Entrenous : Discours à la nation du Président ATT Les zones d’ombres d’un plat réchauffé
Cette année, le traditionnel discours à la nation du Président de la République, Amadou Toumani Touré à l’occasion du 22 septembre avait une dimension symbolique.
En effet, s’il est de coutume que le 22 septembre, date de l’accession de notre pays à la souveraineté nationale et internationale, le chef de l’Etat s’adresse à ses compatriotes, ce 22 septembre 2011 était le dernier d’ATT en tant que du président de la République. D’où sa charge symbolique. Mais le contenu de l’adresse à la nation du président n’avait, fondamentalement, rien de vraiment nouveau. Gratuité des soins du Vhi/Sida, du paludisme, de la césarienne, Assurance maladie obligatoire (Amo), Programme spécial pour le développement, sécurité et la paix, nouveau découpage administratif, nouvelle carte judiciaire, école avec un accent particulier sur l’enseignement supérieur, emploi des jeunes, révision constitutionnelle, élections générales de 2012, voilà, entre autres, les sujets qui se sont invités sur le plateau lors de ce discours. Que faut-il retenir de cet exercice présidentiel qui aura duré environ 20 minutes ? Pas grande chose ! Rien que des confirmations. Aux yeux de nombreux observateurs, l’intervention du chef de l’Etat a toute l’allure d’un plat réchauffé avec des zones d’ombres. Pas un seul mot sur le front social avec les grèves en vue, ni sur l’insécurité qui trouble la quiétude des paisibles !
Mais tous ceux qui se doutaient de la volonté du président de la République à mener à terme la révision de la Constitution en ont eu pour leur compte. ATT persiste et signe. Car le commando parachutiste, de surcroît général, ne compte pas reculer. En bon militaire, il sait que l’intelligence et la ruse sont souvent plus efficaces que la force. Au moment où les pro et les anti-révision constitutionnelle s’affrontent à travers des meetings et autres manifestations, ATT tranche. ‘’Le peuple souverain’’ sera appelé à se prononcer sur la révision constitutionnelle.
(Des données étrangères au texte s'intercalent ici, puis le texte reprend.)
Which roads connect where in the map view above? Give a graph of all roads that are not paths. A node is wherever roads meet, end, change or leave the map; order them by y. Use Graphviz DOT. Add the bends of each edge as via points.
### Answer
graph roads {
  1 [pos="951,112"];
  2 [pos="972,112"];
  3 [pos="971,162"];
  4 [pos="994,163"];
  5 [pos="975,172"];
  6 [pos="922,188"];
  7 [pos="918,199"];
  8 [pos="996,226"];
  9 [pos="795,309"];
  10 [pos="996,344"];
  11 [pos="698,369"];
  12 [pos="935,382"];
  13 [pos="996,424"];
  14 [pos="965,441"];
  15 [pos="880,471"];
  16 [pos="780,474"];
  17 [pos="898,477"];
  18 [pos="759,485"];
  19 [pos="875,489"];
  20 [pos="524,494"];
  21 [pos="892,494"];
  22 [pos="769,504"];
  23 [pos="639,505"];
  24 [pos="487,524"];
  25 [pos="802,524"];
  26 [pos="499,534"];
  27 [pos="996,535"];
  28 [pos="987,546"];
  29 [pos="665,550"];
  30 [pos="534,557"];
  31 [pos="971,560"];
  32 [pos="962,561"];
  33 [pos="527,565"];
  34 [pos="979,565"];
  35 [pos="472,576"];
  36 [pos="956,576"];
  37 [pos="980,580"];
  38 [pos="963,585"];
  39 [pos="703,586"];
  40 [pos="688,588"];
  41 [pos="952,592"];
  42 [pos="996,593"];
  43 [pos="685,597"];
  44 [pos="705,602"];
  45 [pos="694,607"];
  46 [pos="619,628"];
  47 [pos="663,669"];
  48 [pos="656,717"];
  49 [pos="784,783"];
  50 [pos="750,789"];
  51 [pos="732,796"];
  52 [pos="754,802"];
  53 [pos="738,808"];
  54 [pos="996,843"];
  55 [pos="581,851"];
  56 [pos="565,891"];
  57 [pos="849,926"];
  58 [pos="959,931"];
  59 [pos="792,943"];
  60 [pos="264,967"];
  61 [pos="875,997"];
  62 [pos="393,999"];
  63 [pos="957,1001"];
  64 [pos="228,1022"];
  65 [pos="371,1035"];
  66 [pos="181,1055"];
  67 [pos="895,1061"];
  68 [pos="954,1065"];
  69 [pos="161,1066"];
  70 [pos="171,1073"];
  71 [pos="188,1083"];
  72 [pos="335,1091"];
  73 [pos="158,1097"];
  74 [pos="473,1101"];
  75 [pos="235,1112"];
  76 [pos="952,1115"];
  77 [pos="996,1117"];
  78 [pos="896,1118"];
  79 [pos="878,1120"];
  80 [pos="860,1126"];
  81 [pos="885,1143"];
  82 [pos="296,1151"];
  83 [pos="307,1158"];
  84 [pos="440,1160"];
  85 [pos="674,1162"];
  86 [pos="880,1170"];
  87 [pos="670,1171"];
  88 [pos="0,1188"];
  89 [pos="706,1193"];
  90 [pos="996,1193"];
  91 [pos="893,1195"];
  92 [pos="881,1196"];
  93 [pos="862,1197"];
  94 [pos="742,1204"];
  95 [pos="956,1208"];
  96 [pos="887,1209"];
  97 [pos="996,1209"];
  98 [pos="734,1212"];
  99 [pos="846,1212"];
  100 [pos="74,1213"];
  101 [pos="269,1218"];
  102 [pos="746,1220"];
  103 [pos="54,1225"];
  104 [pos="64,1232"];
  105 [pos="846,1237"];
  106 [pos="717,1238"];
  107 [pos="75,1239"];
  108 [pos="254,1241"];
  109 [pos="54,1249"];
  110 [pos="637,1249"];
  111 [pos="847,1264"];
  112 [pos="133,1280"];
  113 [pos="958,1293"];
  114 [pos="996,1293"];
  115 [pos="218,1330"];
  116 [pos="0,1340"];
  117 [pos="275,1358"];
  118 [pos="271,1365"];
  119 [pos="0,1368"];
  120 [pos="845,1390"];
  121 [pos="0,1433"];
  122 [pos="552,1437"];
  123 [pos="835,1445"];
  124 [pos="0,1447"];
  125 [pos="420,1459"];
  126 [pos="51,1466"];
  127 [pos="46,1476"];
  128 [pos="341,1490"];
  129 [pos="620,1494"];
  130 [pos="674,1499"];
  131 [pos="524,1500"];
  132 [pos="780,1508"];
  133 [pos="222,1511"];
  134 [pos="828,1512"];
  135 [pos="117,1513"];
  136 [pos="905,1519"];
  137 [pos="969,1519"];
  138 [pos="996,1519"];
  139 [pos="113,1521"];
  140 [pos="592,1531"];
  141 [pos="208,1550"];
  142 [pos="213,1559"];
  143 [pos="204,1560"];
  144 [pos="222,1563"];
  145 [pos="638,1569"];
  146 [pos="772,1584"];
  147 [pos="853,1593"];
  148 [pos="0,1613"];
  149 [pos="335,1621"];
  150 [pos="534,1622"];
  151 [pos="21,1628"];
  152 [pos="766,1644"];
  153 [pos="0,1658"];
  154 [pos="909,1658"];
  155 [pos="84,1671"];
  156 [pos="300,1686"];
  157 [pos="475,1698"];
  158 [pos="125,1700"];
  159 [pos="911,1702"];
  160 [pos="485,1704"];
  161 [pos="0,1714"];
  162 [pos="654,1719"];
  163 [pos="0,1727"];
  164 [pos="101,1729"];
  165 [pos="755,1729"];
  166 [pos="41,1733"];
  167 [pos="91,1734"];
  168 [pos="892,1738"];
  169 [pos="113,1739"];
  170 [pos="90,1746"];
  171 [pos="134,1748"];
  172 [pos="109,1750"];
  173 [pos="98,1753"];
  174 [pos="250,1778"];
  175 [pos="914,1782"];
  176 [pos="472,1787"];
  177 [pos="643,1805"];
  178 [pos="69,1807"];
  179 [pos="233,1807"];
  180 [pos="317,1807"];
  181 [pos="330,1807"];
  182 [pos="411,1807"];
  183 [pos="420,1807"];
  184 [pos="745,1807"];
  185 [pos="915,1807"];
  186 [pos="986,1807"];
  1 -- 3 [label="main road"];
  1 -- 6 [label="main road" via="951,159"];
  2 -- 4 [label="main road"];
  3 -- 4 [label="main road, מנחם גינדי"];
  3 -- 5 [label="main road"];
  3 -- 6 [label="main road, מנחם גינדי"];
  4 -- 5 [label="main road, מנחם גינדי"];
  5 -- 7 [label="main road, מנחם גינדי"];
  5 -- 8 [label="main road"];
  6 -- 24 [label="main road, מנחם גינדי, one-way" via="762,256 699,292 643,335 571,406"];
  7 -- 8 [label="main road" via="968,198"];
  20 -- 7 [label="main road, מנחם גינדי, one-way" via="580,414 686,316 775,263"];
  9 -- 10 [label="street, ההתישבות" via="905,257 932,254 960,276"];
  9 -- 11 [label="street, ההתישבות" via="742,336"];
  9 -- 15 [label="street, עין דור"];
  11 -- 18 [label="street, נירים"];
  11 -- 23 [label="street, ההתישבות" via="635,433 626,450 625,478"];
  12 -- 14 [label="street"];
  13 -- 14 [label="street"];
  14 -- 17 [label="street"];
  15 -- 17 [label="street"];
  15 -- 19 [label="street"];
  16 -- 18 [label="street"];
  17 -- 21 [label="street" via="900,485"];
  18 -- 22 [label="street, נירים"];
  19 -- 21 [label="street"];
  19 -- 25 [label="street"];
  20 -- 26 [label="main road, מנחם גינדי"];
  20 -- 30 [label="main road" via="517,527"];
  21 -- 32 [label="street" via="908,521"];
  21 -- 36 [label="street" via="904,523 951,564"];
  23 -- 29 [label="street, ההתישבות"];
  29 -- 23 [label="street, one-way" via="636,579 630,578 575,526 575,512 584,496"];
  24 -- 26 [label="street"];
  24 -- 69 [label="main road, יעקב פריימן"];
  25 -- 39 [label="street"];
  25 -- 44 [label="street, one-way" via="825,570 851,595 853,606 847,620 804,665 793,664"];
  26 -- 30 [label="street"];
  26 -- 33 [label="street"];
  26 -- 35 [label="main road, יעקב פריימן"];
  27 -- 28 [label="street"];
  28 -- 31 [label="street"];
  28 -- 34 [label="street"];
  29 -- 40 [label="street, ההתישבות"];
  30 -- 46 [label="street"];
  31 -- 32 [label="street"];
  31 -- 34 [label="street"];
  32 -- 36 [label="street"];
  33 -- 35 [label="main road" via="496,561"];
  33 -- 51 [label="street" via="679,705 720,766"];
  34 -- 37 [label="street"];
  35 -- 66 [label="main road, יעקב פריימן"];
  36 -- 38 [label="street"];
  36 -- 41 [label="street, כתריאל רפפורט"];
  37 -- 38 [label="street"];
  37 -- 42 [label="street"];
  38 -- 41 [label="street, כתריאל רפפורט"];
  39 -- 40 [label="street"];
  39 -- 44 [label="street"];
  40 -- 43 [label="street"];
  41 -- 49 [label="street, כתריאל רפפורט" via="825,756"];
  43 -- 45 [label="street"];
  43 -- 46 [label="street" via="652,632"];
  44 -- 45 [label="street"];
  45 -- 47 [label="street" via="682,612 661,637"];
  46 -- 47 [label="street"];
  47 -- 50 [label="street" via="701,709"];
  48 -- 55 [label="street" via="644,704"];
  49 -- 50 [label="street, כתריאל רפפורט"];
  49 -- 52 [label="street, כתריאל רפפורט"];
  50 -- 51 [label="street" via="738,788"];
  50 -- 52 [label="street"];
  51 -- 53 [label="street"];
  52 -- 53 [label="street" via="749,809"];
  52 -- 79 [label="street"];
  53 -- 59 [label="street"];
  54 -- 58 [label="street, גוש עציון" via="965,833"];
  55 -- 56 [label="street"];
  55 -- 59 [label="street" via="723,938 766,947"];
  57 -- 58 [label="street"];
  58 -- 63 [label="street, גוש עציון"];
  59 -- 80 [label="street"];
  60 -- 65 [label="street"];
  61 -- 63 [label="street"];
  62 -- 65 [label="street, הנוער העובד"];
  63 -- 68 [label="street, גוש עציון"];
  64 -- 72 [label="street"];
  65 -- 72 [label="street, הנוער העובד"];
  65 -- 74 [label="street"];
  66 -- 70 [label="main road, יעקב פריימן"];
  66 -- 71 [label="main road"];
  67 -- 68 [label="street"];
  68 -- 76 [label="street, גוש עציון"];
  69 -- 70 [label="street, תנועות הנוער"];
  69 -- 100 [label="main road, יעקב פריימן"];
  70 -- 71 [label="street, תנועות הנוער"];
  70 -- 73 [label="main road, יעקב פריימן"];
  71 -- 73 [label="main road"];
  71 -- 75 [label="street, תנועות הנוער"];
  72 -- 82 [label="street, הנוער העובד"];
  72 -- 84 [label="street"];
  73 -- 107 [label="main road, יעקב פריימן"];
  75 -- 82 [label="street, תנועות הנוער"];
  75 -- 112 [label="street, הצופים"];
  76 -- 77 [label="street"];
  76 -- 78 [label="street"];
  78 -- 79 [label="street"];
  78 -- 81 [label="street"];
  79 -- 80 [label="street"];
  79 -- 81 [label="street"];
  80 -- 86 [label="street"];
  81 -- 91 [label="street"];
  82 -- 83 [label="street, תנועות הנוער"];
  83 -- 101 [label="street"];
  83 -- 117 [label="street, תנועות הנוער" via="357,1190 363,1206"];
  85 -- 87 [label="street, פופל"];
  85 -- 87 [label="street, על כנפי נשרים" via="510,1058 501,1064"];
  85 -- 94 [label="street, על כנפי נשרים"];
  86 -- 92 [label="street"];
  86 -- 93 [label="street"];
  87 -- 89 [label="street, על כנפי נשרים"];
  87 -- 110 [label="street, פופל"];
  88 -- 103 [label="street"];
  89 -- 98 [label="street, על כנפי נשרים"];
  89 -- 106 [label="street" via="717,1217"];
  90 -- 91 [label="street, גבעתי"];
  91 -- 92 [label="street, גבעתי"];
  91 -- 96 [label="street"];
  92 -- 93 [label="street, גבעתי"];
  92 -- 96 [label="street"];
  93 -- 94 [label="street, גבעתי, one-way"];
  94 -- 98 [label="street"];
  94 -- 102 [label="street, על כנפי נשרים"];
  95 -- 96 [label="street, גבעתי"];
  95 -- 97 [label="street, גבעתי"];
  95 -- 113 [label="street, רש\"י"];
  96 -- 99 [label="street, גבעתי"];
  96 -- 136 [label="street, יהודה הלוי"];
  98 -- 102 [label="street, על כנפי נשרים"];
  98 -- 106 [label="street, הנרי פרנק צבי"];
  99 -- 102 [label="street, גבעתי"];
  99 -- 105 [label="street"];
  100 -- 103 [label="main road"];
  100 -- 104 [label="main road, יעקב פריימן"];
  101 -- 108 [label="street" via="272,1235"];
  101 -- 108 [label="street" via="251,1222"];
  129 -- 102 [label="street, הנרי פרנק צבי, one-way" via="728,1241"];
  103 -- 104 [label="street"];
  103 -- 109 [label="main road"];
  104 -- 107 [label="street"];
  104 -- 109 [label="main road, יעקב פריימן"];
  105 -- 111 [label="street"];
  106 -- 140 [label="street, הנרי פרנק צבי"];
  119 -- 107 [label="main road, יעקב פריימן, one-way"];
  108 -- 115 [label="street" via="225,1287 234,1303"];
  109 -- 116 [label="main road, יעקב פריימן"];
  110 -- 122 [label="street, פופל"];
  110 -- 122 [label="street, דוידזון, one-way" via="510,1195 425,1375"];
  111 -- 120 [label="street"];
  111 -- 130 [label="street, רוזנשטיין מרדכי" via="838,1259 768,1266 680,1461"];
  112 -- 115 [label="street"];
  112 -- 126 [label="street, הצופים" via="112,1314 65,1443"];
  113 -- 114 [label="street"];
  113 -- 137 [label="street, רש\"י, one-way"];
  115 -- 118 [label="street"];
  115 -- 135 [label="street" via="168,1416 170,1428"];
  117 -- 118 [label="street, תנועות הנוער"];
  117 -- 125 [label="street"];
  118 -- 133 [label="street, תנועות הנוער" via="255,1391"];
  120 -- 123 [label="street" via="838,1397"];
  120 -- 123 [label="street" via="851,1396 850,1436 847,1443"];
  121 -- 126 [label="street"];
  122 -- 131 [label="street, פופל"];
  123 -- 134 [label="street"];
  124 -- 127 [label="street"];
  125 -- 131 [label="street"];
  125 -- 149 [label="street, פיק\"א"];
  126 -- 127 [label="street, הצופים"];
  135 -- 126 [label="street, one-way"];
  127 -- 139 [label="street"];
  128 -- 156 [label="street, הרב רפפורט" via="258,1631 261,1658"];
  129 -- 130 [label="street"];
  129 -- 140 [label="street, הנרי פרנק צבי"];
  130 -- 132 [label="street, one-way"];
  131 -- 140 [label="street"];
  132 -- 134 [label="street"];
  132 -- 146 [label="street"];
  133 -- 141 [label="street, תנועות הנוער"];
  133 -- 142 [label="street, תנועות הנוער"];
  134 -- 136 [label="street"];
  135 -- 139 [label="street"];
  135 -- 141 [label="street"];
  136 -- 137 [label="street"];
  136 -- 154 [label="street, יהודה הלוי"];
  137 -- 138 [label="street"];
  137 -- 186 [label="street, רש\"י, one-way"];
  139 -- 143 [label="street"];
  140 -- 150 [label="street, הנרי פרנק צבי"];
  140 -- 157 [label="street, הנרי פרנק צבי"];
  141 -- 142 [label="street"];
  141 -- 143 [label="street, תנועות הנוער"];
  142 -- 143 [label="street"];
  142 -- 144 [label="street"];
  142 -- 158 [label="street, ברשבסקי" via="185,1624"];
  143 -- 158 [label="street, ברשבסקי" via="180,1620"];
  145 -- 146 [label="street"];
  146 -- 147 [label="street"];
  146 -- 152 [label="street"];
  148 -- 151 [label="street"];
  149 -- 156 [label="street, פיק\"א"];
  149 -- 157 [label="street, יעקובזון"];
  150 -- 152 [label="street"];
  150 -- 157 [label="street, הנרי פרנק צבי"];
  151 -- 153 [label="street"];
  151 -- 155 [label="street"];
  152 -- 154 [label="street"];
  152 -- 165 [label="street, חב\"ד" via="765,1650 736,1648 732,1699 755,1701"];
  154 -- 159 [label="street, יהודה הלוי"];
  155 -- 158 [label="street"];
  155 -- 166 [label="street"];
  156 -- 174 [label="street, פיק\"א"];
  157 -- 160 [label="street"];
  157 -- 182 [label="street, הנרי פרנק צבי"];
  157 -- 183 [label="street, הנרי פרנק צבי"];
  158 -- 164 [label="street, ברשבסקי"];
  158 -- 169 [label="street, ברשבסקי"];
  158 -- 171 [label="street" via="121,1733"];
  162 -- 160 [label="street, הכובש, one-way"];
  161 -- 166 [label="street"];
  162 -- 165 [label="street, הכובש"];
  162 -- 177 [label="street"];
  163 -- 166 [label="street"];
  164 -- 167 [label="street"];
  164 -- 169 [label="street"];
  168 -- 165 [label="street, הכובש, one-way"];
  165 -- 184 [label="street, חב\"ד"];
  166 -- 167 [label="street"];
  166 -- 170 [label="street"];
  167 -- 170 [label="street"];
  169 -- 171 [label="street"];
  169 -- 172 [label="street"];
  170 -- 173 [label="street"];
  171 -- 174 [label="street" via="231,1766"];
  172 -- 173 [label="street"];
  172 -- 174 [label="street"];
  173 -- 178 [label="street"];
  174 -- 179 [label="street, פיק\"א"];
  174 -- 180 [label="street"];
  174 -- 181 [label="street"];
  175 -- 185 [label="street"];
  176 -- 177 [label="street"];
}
Si le locataire de Koulouba s’est montré très bavard sur cette révision, il n’apporte aucune précision sur une éventuelle date de la tenue des opérations référendaires. C’est là où la stratégie gouvernementale, voire présidentielle pèche beaucoup. Car là-dessus, les spéculations les plus folles circulent sur une possibilité de coupler les élections aux opérations de référendum. Quelle stratégie retiendra-t-on ? Le premier tour de l’élection présidentielle avec le référendum ? Le référendum avec le premier tour des législatives ? Le premier tour des élections présidentielle et législative avec le référendum ? L’Assemblée nationale sera-t-elle dissoute après la session d’octobre ou session budgétaire ? Difficile d’y répondre. Une chose est sûre : le fait que le président ATT n’a consacré qu’un seul paragraphe aux élections générales dans son discours est suffisamment révélateur. Le président reste muet comme une carpe sur l’état d’avancement des préparatifs, les dispositions prises par l’administration, la question du fichier électorale, les dates du scrutin.
Mais il ne faut pas certainement pas se méprendre sur la finesse d’esprit de l’homme. Le soldat de la démocratie, héros du 26 mars, sait que 2012 est une année charnière, une période extrêmement sensible pour notre pays.
Compte tenu des retards accusés dans la préparation des élections (notre pays ne dispose pas encore d’un fichier électoral fiable, consensuel, base des élections crédibles et transparentes), à défaut d’abandonner la révision constitutionnelle, le chef de l’Etat devrait avoir le courage de ne pas mettre en application ce que certains appellent son ‘’plan diabolique’’ qui consisterait à coupler les élections présidentielles et législatives. De l’avis de nombreux observateurs, le couplage des élections est inopportun. Une telle initiative, au-delà du risque de faire ‘’dérailler’’ le processus démocratique, pourrait se révéler grave de conséquences pour l’équilibre de la nation. En d’autres termes, cela pourrait conduire notre pays vers une instabilité qui débouche sur toute sorte de dérives, pour ne pas dire une remise en cause de la démocratie. Comme ce fut le cas pour les réformes, le président ATT et son gouvernement doivent éviter de faire du couplage des élections, une question d’orgueil.
Dans le contexte sociopolitique actuel, marqué par un sentiment de mécontentement généralisé, il y a de décisions, voire des risques inutiles, que l’on doit éviter de prendre. Si l’on aime son pays. Et si l’on ne veut pas manquer un autre rendez-vous avec l’histoire.